The problem, Bridges said, lies partly in the way that the signals -- which tell the car to switch on a turn signal, engage the brakes or accelerate, for example -- travel through a controller-area network bus. “One problem,” he said, “is that every make and model year of car" maps and codes the messages differently.
Another problem, Bridges said, is that the messages aren’t discrete, one-at-a-time messages. That is, if you turn on the headlights, there isn’t a single message to that effect sent across the CAN bus. Instead, status messages are repeatedly sent across the CAN bus with a regular frequency to the effect of, “Headlights on.”

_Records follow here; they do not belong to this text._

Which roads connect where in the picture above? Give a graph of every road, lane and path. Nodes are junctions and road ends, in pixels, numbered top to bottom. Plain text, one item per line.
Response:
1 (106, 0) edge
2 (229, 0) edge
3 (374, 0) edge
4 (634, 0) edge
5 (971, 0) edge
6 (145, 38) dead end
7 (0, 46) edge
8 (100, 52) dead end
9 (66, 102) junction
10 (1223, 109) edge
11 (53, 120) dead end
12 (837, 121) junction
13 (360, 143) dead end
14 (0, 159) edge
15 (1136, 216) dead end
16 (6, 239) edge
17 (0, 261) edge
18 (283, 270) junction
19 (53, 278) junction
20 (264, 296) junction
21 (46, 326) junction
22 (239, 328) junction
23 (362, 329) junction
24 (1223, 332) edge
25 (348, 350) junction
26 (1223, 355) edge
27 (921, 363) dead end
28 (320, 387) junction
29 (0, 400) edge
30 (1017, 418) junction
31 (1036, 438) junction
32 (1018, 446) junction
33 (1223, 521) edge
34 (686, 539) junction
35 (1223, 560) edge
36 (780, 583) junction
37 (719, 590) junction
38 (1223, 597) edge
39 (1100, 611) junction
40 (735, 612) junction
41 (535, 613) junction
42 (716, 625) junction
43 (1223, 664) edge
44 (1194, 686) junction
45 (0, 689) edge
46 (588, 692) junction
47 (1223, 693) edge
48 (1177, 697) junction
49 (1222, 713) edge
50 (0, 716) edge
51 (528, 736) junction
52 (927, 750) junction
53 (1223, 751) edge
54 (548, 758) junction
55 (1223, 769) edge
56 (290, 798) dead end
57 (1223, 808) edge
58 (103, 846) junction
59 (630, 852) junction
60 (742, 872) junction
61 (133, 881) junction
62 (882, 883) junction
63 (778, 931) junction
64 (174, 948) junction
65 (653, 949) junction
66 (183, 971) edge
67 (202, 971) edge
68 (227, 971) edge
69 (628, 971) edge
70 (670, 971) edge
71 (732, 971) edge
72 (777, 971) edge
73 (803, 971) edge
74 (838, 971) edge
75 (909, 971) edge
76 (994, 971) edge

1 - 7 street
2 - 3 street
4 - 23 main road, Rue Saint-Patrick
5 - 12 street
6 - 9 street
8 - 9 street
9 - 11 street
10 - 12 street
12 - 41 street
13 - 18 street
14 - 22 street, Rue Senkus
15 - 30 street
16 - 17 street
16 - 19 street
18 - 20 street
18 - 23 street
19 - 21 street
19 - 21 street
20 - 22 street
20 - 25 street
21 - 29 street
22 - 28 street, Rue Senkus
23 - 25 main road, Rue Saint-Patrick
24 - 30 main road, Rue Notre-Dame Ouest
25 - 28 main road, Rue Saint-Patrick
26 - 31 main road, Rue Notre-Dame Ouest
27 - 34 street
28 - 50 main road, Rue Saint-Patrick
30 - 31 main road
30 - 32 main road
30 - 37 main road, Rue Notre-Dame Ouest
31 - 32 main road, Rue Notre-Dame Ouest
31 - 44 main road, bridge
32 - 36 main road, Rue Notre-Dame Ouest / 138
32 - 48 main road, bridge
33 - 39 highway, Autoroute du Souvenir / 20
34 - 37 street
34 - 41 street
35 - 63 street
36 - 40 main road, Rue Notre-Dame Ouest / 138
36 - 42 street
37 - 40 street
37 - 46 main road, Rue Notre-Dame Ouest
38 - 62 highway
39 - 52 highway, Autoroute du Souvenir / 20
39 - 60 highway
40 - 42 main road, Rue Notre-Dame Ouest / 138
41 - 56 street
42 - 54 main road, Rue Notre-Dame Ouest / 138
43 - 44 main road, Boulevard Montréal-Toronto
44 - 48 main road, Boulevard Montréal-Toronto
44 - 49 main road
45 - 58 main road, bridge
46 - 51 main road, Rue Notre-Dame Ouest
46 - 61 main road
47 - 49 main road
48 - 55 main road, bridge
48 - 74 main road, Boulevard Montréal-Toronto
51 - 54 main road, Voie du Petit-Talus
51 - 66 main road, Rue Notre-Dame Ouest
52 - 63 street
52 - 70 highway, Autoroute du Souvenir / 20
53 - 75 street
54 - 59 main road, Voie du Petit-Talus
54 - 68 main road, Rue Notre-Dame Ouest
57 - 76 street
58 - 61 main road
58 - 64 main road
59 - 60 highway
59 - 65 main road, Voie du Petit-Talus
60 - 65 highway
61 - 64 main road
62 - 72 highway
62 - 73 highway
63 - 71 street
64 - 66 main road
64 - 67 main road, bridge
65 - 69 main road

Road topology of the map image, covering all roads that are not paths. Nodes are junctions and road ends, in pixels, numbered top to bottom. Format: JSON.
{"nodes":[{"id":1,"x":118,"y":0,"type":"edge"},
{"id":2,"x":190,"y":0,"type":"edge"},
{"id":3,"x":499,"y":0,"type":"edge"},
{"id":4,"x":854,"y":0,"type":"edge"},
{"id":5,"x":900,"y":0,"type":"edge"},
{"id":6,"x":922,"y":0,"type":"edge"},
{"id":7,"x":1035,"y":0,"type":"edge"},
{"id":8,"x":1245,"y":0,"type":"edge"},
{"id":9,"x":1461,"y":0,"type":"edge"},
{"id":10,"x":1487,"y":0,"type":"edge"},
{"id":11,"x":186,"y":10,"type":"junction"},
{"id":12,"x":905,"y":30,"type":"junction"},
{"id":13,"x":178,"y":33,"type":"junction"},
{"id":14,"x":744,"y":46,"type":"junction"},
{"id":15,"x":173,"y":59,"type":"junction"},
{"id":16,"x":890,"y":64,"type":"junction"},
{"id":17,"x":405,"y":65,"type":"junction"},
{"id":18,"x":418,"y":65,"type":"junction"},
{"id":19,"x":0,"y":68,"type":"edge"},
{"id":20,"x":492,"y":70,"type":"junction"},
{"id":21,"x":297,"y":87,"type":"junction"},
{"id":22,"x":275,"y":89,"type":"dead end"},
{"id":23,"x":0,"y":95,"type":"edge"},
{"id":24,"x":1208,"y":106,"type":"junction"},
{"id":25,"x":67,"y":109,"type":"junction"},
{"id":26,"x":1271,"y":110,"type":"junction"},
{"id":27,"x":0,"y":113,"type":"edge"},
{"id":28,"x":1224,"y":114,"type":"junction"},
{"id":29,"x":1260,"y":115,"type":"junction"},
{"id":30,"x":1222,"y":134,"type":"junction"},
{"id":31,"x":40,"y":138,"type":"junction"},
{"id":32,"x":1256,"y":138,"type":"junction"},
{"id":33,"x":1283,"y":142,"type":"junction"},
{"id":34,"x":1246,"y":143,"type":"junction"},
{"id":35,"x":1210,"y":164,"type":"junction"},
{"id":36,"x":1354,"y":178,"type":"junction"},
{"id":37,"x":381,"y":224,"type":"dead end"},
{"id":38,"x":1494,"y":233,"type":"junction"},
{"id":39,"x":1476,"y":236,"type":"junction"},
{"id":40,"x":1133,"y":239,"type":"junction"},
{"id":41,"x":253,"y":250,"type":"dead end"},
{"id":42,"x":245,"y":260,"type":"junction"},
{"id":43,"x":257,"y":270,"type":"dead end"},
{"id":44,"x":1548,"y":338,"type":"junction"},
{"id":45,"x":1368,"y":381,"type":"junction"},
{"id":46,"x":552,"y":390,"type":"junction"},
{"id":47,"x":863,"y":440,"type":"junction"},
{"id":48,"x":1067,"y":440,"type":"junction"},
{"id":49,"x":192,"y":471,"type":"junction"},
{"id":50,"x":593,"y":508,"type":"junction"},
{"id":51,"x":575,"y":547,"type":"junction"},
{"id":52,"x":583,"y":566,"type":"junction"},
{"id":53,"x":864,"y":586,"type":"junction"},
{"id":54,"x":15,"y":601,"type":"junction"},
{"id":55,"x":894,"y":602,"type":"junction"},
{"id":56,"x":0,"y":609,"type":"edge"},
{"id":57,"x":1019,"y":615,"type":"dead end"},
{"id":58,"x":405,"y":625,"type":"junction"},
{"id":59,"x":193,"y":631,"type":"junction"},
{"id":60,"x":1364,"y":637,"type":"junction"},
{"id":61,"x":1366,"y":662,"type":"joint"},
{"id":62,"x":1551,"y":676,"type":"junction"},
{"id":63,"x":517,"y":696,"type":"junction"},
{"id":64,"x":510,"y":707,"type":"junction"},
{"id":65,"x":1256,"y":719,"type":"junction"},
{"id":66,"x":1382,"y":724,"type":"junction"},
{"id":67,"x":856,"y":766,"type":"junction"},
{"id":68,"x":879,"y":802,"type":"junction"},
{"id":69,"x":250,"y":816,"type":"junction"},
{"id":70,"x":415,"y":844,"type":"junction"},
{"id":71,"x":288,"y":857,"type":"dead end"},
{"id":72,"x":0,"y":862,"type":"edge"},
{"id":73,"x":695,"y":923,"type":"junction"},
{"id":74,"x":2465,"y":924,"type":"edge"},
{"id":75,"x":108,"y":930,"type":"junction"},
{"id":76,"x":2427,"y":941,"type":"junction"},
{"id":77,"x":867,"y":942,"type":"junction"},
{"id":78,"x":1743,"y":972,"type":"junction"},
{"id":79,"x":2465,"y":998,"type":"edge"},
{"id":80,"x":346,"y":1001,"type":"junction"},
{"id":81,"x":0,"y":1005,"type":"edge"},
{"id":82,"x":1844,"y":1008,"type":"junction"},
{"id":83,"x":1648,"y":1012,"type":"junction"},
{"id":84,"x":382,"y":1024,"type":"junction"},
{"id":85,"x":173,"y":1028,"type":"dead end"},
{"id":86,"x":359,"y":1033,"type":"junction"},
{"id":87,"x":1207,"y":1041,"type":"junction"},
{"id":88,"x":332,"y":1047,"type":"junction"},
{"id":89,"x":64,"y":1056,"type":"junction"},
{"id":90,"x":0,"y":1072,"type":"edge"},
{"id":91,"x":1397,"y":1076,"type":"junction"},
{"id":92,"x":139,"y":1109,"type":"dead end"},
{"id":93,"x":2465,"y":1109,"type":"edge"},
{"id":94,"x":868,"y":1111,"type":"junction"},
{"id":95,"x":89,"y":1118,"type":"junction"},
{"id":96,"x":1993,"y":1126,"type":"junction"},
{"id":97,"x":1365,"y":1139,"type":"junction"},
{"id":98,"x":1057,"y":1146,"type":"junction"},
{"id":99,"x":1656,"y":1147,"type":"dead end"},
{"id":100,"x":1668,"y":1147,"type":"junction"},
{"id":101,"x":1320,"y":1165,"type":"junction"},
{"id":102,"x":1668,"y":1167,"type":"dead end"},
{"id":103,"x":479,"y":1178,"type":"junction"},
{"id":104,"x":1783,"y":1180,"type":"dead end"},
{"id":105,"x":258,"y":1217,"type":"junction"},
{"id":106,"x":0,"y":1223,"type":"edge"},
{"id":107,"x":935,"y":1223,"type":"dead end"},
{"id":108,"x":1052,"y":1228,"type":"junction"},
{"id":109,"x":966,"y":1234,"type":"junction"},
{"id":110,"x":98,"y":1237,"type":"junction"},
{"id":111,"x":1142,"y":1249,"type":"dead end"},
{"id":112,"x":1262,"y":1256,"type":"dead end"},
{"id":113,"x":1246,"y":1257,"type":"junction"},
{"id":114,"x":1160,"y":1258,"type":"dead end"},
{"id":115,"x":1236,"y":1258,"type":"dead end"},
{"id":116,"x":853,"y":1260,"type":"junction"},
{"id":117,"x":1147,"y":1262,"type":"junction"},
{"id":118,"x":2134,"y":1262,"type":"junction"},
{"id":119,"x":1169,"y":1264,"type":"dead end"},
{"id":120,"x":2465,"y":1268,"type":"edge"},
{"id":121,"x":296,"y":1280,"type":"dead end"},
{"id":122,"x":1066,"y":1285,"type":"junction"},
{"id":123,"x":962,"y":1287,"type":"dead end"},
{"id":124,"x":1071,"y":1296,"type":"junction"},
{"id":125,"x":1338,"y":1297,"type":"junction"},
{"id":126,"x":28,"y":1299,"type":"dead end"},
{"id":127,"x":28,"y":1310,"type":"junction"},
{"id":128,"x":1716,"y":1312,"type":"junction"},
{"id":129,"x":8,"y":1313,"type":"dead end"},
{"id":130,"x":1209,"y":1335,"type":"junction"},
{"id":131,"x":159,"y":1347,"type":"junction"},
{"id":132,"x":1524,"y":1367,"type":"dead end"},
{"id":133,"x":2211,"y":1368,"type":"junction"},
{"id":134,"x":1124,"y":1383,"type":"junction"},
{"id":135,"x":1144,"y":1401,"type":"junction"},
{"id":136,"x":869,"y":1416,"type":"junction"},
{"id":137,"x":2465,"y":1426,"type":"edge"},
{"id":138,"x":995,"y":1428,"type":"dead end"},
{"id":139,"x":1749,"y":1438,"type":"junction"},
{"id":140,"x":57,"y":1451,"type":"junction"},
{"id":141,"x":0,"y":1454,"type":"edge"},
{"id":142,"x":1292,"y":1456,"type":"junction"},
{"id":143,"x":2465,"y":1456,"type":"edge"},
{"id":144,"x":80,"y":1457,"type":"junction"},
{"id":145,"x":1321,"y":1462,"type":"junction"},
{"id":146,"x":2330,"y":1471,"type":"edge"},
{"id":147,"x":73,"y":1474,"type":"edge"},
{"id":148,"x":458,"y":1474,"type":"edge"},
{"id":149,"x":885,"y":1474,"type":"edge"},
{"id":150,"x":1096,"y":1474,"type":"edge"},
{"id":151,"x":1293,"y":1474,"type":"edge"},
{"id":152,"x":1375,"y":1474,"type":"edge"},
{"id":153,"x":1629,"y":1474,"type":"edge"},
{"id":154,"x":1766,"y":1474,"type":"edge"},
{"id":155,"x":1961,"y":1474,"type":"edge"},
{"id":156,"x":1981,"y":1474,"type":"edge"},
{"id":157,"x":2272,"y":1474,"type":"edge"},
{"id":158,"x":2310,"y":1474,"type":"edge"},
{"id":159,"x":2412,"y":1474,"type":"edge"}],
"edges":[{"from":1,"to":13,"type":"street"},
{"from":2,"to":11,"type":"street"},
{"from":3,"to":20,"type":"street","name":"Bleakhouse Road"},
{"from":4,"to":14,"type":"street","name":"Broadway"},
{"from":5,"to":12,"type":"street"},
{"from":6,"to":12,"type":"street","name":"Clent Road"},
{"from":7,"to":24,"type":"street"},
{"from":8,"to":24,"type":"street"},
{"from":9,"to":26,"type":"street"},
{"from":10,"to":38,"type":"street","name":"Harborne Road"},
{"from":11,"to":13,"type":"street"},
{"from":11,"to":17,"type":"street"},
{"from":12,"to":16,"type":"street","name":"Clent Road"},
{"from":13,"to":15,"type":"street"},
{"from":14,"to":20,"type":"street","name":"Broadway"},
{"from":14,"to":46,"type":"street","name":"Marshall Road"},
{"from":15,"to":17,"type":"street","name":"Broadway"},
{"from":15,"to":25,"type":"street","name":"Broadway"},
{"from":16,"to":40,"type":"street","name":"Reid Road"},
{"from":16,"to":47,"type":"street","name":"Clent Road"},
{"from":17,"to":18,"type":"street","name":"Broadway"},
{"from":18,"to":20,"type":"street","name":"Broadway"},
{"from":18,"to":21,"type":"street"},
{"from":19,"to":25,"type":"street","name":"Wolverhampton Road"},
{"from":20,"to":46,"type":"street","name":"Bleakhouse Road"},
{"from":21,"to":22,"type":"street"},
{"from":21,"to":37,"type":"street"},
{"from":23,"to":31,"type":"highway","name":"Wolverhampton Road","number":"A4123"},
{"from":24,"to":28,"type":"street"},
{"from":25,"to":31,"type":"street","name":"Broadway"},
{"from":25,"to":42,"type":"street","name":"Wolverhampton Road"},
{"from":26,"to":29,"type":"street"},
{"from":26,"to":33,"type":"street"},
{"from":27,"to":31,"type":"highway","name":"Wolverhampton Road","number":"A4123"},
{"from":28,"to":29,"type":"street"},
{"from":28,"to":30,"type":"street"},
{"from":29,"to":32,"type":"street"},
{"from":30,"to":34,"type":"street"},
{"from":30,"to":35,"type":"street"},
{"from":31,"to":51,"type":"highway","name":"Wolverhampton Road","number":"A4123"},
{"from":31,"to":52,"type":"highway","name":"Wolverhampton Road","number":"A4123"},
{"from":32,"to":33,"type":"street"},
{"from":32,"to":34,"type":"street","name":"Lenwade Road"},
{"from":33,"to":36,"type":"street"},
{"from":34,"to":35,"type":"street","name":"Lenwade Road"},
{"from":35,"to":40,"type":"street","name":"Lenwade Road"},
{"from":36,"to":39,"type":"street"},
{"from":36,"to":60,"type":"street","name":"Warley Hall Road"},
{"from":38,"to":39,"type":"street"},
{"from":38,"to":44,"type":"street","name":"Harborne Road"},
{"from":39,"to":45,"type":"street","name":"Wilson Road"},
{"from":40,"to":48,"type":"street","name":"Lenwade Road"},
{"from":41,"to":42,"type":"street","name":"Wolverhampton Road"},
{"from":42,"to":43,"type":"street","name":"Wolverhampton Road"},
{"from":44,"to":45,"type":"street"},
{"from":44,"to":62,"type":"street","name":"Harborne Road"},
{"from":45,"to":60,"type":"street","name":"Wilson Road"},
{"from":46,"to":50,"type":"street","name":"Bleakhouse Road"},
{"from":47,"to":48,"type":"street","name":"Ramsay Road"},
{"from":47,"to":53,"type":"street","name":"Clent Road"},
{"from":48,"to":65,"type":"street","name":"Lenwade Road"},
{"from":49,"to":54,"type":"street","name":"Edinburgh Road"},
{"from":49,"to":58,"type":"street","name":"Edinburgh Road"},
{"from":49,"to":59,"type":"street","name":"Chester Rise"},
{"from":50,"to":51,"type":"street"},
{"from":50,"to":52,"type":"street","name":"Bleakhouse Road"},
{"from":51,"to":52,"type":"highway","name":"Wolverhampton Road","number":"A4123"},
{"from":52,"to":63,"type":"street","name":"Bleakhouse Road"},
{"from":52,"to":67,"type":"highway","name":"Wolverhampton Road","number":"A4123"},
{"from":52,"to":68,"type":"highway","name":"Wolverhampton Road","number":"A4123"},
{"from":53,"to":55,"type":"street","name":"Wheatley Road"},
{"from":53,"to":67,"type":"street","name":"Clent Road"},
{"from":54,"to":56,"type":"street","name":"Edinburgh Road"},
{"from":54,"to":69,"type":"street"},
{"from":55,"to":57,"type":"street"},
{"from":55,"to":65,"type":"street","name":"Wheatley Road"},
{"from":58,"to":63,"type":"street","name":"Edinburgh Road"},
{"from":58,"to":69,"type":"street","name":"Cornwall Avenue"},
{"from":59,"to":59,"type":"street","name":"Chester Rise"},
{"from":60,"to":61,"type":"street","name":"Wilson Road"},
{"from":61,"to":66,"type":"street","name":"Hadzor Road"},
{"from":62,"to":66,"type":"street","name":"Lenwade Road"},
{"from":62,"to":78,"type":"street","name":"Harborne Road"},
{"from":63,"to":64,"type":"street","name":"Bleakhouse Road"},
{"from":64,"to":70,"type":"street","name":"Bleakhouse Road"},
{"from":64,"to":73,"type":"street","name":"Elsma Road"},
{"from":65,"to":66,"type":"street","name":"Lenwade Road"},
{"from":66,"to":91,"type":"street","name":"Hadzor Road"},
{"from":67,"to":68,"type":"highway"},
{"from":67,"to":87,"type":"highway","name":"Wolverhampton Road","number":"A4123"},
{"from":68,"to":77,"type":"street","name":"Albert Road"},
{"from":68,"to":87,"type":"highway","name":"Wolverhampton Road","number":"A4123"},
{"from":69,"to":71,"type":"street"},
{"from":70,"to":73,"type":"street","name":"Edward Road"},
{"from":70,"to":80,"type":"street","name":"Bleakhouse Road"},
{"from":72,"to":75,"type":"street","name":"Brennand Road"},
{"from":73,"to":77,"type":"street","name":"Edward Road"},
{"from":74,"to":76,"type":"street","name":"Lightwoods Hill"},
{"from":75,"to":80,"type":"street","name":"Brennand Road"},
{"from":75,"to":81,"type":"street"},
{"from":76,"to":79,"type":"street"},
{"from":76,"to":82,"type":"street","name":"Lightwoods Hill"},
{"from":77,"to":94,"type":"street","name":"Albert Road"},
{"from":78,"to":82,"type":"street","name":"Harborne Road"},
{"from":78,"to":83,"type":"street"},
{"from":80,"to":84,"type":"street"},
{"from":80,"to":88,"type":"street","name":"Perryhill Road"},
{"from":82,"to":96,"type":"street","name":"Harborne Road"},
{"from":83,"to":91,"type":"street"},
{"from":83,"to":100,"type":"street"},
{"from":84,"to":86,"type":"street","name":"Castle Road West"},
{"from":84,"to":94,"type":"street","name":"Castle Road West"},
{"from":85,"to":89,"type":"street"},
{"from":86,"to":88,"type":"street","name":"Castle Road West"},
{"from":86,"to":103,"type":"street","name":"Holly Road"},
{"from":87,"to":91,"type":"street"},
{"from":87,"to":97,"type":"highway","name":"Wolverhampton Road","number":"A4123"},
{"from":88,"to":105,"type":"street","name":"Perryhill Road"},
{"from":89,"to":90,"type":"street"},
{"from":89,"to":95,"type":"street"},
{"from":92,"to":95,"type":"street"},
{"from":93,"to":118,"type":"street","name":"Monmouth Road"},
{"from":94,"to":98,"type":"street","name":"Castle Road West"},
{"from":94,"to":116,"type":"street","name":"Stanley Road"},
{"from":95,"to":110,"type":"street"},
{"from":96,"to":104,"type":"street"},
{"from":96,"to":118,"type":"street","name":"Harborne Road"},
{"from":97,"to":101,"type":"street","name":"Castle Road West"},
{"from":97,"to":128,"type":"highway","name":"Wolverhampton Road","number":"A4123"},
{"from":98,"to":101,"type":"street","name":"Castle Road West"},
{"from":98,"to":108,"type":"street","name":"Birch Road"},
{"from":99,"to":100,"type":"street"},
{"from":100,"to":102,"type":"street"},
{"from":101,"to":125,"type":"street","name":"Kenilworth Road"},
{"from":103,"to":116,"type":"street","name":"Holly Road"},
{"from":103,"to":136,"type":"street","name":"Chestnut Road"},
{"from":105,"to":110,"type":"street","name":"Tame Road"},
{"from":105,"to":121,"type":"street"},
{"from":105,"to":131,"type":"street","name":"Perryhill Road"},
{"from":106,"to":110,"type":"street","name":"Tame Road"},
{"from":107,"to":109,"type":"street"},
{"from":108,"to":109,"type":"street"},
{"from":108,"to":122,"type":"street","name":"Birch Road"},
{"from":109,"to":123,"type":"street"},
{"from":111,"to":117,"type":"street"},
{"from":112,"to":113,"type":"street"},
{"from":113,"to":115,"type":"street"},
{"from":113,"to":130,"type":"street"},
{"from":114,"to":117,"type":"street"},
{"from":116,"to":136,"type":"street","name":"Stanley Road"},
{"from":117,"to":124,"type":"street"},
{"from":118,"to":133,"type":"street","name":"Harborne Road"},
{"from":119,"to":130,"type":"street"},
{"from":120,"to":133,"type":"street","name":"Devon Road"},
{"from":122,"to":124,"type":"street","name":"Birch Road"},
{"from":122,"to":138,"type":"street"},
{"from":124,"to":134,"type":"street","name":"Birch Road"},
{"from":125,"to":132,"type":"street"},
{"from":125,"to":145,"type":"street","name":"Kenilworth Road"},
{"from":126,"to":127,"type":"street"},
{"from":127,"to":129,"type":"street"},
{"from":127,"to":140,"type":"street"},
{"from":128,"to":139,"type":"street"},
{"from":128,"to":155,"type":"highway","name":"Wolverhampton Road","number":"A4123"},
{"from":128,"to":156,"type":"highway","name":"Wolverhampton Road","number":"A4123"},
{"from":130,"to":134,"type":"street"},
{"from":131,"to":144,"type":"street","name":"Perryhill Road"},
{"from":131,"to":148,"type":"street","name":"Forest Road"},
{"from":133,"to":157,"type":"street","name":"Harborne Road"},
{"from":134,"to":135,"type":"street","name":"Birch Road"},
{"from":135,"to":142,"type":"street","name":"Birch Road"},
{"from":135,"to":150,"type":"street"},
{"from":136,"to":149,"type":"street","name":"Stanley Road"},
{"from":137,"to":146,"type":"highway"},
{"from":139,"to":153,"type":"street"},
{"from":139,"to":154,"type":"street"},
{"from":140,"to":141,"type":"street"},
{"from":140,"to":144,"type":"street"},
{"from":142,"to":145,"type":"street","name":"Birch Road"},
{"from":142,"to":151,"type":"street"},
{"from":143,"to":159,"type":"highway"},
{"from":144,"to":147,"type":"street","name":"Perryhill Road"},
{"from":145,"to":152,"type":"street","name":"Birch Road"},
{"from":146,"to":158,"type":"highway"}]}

The bottom line, said Bridges, is that “for any car you have a ton of messages flowing by and you don't know what they are coded for. From the cyber perspective it is hard to attack, but it is also hard to defend.”
“That,” he added, “is where data science comes in.”
After the ORNL team tapped into the CAN buses on several vehicles -- which are present on all automobiles manufactured after 1997 -- they knocked on Bridges’ door and asked him to see what he could make of it.
The first step was building some sort of detector, Bridges said. “Can we detect if someone were to inject signals that shouldn’t be there?”
The team found that the signals controlling each device in the car are sent in such regular intervals that it was simple to detect if someone injected signals. “Imagine you want to suppress my brake lights while I'm driving,” he said. "Since the car is repeatedly sending the signal “brake lights on,” a hacker would have to match the pattern and repeatedly send the message “brake lights off.”
"It makes it very easy to see if somebody is injecting a signal," he explained, "because they are not going to hit the right frequency.”
The ORNL team didn’t just work with data -- it built a prototype aftermarket plug-in that could be used for intrusion detection. “We got a little Nvidia JetPack -- a little board that has a CPU on it and is about four times the size of a Raspberry Pi,” Bridges said.
What’s more, according to Bridges, the device doesn’t need to know the CAN bus coding of a particular vehicle to work, because it relies on detecting changes in the frequency of specific coded signals. It doesn’t, in short, need to know what those signals are intended to control.
The current version of the ONRL detection system does have some significant limitations. First, while it is quite good at detecting intruding signals, it is not able to effectively block them. Still, the operator would at least know it’s time to stop the car and have it checked.
The device also doesn’t address the potential issue of sophisticated hackers taking over the entire CAN bus and substituting all the data, including the vehicle's normal operating data. While such a hack has been demonstrated in the lab, unless the goal is to completely disable the car, hackers would need to know the CAN bus coding for that particular vehicle's devices.
The ORNL team also faced another challenge in U.S. patent law. According to Bridges, the team’s patent lawyers found that others had already patented the general idea without having any idea of how to implement it.
“Apparently, you can patent something that you have no idea how to physically pull off,” he sighed. But if the lab adds a unique machine learning algorithm that can help the detection system make predictions, he said, "we can probably have something that is patentable.”